For a condition to be included for newborn screening, it must first be assessed by the UK National Screening Committee (the UK NSC), and there must be evidence that it meets a certain UK NSC criteria. Many conditions that could be added are so rare that there is less information available compared to more common conditions. This means the assessment process can take a long time, and that there still may not be sufficient evidence to meet the assessment criteria.
The newly published report is based on findings from an inquiry into newborn screening for rare conditions by the All-Party Parliamentary Group for Muscular Dystrophy, chaired by Mary Glindon MP, with support from Muscular Dystrophy UK and the APPG for Rare, Genetic and Undiagnosed Conditions, chaired by Liz Twist MP.

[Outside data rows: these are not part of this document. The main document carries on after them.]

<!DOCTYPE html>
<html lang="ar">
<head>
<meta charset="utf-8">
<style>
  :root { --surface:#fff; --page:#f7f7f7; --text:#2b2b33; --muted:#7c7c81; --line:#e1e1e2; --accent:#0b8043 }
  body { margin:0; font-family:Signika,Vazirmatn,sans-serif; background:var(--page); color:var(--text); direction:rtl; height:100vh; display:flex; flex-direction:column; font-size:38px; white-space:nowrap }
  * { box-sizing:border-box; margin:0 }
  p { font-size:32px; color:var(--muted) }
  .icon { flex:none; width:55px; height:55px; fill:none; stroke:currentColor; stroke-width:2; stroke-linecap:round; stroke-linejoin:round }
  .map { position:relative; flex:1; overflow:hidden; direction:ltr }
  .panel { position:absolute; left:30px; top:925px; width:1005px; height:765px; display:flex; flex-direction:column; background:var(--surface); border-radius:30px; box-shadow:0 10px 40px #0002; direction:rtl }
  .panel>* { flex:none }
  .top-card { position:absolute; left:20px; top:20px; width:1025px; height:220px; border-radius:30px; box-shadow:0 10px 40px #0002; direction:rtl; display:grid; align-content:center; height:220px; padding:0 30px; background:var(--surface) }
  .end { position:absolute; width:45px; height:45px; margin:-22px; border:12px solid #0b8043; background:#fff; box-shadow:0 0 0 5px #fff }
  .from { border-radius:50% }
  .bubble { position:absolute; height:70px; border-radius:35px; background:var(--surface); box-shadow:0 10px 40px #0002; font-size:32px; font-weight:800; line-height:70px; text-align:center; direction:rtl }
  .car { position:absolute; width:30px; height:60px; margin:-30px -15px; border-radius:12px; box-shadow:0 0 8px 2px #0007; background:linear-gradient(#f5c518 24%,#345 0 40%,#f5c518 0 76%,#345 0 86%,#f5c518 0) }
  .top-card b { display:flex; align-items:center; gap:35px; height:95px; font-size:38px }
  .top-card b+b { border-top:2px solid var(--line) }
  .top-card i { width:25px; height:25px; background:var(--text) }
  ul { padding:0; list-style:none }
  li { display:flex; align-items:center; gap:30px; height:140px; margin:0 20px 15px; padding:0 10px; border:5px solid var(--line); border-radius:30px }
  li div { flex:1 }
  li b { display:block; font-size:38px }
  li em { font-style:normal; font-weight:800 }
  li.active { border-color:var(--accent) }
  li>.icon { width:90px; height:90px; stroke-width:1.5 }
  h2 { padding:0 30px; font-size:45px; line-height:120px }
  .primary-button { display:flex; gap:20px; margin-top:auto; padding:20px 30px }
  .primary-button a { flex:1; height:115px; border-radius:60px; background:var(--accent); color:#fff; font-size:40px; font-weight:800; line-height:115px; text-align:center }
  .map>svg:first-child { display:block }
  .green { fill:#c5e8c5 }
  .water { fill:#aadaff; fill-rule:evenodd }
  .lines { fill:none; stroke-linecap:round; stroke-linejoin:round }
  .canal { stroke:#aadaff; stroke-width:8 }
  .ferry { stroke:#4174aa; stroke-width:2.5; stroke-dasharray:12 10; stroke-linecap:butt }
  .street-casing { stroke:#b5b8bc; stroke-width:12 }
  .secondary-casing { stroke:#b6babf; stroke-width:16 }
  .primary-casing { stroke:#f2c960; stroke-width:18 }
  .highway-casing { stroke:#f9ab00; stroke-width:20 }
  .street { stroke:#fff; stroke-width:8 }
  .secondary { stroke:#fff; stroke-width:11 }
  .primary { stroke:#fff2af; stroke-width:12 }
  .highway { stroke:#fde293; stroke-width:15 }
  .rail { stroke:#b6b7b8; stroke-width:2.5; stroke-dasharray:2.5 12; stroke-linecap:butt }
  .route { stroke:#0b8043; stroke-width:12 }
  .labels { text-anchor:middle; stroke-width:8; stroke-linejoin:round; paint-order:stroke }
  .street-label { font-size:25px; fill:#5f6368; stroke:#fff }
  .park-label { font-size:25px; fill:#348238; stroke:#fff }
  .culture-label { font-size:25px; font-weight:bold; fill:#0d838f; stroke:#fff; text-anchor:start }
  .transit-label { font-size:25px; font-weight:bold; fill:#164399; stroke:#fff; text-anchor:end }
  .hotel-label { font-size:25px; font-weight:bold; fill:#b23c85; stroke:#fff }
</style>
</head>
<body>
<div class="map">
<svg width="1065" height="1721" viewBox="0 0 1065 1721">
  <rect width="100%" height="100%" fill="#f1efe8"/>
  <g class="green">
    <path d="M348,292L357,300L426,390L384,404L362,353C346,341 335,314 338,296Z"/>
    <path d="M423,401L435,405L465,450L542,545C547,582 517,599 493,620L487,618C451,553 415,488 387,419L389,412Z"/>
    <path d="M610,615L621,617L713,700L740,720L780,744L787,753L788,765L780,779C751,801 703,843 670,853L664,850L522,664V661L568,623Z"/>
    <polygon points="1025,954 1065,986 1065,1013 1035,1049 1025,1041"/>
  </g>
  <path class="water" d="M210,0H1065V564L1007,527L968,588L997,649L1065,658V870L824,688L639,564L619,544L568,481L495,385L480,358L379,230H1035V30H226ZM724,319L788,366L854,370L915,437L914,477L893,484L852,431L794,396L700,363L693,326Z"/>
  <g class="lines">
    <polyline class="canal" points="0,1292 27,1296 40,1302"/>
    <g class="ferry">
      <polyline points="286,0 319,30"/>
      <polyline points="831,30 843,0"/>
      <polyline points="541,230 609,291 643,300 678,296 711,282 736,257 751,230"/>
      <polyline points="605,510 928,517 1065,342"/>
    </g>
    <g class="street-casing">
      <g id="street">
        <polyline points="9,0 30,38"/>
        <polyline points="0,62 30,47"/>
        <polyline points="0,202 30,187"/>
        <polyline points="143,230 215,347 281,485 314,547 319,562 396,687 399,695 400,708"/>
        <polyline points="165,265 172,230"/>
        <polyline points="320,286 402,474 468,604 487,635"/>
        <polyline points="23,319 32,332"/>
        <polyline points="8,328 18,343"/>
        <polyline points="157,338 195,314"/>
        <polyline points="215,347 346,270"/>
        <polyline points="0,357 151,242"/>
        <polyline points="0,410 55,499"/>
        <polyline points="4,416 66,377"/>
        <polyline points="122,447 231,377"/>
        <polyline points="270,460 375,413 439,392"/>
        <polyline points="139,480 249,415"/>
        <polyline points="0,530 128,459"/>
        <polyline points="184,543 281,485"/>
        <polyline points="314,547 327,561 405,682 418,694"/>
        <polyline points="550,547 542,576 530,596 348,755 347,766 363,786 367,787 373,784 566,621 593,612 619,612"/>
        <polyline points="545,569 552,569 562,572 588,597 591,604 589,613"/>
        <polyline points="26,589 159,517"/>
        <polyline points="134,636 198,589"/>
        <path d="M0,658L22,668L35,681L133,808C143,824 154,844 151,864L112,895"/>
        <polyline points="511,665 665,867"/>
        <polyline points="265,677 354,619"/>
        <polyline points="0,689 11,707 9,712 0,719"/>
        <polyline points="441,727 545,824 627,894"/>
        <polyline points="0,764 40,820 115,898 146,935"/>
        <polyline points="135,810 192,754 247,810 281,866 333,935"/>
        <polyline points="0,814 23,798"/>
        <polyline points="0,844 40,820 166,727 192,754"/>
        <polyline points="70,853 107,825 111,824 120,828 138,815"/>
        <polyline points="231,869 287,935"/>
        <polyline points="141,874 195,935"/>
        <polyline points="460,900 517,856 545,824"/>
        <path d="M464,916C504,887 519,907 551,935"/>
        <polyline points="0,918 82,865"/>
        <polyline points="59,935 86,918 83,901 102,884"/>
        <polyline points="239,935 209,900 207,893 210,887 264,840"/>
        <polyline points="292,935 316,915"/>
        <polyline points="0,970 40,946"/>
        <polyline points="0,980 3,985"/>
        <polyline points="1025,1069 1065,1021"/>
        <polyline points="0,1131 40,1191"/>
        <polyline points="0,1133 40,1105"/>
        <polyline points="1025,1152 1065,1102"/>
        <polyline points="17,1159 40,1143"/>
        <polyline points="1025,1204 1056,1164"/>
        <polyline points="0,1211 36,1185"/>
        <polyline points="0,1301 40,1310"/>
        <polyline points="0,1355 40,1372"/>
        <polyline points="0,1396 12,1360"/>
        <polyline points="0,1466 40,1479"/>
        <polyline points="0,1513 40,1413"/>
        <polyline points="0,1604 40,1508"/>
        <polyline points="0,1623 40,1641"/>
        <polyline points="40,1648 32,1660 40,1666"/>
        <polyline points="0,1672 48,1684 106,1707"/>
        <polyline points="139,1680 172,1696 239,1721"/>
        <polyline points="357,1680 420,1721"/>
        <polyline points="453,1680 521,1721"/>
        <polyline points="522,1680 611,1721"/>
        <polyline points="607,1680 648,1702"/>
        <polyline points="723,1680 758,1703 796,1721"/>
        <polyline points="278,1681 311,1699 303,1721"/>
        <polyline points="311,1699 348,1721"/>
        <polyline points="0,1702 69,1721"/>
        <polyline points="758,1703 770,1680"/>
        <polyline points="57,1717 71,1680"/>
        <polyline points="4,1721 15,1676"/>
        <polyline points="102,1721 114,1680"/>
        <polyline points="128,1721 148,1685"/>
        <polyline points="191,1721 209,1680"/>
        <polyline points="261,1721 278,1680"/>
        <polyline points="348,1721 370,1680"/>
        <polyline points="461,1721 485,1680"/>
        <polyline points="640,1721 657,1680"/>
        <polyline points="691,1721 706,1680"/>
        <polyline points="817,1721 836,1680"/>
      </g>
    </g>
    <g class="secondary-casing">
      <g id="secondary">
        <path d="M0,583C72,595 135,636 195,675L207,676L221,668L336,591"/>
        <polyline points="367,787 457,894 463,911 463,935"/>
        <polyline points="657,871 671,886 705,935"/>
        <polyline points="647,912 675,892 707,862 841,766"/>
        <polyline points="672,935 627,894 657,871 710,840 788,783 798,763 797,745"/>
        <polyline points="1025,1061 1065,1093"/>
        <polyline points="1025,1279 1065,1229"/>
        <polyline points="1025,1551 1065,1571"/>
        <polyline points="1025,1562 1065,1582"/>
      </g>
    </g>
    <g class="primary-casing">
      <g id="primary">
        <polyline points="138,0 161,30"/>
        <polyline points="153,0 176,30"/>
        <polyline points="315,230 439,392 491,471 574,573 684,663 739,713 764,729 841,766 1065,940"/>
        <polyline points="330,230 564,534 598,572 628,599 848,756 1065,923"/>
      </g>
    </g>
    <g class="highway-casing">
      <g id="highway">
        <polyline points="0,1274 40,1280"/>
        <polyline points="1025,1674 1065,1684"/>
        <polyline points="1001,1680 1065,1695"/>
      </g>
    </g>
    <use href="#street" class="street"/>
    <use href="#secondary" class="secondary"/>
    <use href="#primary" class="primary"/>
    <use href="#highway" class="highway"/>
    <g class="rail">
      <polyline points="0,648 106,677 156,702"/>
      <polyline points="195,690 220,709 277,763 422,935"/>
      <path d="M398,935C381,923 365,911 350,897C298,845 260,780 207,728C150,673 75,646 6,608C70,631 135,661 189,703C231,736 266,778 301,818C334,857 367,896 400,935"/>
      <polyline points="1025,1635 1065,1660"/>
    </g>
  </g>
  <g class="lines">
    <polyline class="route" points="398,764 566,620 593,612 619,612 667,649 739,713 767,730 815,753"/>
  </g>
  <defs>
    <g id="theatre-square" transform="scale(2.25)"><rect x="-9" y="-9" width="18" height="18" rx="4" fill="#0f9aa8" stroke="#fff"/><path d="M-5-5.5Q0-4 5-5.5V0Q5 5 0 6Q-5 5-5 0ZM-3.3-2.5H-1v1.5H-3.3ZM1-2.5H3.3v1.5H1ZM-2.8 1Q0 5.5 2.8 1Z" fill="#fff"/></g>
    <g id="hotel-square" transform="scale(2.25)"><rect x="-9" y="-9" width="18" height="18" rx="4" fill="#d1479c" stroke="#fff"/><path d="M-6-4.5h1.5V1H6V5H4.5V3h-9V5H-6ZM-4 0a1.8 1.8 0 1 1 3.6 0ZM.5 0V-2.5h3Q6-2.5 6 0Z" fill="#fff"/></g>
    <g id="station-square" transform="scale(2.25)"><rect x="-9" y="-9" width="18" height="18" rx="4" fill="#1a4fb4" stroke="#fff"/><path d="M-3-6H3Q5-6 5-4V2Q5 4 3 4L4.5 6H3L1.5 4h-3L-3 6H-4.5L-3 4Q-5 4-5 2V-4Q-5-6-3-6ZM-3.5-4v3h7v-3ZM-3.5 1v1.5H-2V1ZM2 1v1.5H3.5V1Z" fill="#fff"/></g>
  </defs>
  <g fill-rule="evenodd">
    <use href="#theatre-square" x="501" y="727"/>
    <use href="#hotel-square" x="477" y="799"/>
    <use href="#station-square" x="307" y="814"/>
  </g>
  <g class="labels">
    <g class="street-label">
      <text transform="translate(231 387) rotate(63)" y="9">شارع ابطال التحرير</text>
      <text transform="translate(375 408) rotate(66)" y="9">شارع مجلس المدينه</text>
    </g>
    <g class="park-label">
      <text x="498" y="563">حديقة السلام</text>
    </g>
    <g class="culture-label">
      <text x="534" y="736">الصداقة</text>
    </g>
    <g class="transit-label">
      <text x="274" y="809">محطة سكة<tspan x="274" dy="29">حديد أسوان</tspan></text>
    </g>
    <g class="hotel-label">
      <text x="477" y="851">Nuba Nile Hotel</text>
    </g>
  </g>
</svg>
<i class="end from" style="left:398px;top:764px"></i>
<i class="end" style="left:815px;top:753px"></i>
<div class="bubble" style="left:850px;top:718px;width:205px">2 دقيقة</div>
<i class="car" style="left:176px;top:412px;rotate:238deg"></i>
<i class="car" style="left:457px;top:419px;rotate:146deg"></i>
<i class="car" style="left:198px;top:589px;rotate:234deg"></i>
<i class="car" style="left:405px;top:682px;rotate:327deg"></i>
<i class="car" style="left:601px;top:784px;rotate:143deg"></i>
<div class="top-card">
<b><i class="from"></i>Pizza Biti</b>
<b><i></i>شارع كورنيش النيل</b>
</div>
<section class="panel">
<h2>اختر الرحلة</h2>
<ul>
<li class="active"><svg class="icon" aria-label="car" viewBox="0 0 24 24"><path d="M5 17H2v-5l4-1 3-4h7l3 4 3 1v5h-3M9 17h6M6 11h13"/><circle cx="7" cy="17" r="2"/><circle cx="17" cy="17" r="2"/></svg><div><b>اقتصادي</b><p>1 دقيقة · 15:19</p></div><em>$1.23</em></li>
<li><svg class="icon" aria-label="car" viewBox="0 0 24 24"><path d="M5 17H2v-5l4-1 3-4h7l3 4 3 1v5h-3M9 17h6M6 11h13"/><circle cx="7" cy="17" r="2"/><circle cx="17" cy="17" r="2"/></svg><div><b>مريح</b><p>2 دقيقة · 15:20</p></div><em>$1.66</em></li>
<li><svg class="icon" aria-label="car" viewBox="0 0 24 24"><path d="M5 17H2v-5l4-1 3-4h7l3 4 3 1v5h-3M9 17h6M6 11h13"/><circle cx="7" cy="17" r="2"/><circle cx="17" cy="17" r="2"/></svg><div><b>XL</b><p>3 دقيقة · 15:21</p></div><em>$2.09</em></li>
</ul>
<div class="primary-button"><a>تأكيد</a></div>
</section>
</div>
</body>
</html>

The inquiry heard powerful testimonies about the importance of newborn screening from the parents of children living with rare conditions, patient organisations, clinicians, and other stakeholders. Inquiry participants made recommendations for changes to the current UK NSC approach to assessing rare conditions so that they can be included in the UK newborn screening programme.
Whilst the inquiry looked at newborn screening for rare conditions overall, there was a specific focus on spinal muscular atrophy (SMA), given the announcement in November 2022 by the UK NSC that it has started reviewing whether SMA should be a condition for which newborn babies are tested.
MDUK works in partnership with SMA UK to manage the UK SMA Newborn Screening Alliance. We hope that by highlighting these recommendations to UK NSC and other key decision makers, we can find a way to move past the situation whereby we have a newborn screening assessment process that is not meeting the needs of people with rare conditions, and the UK can come move into line with other comparable countries when it comes to newborn screening.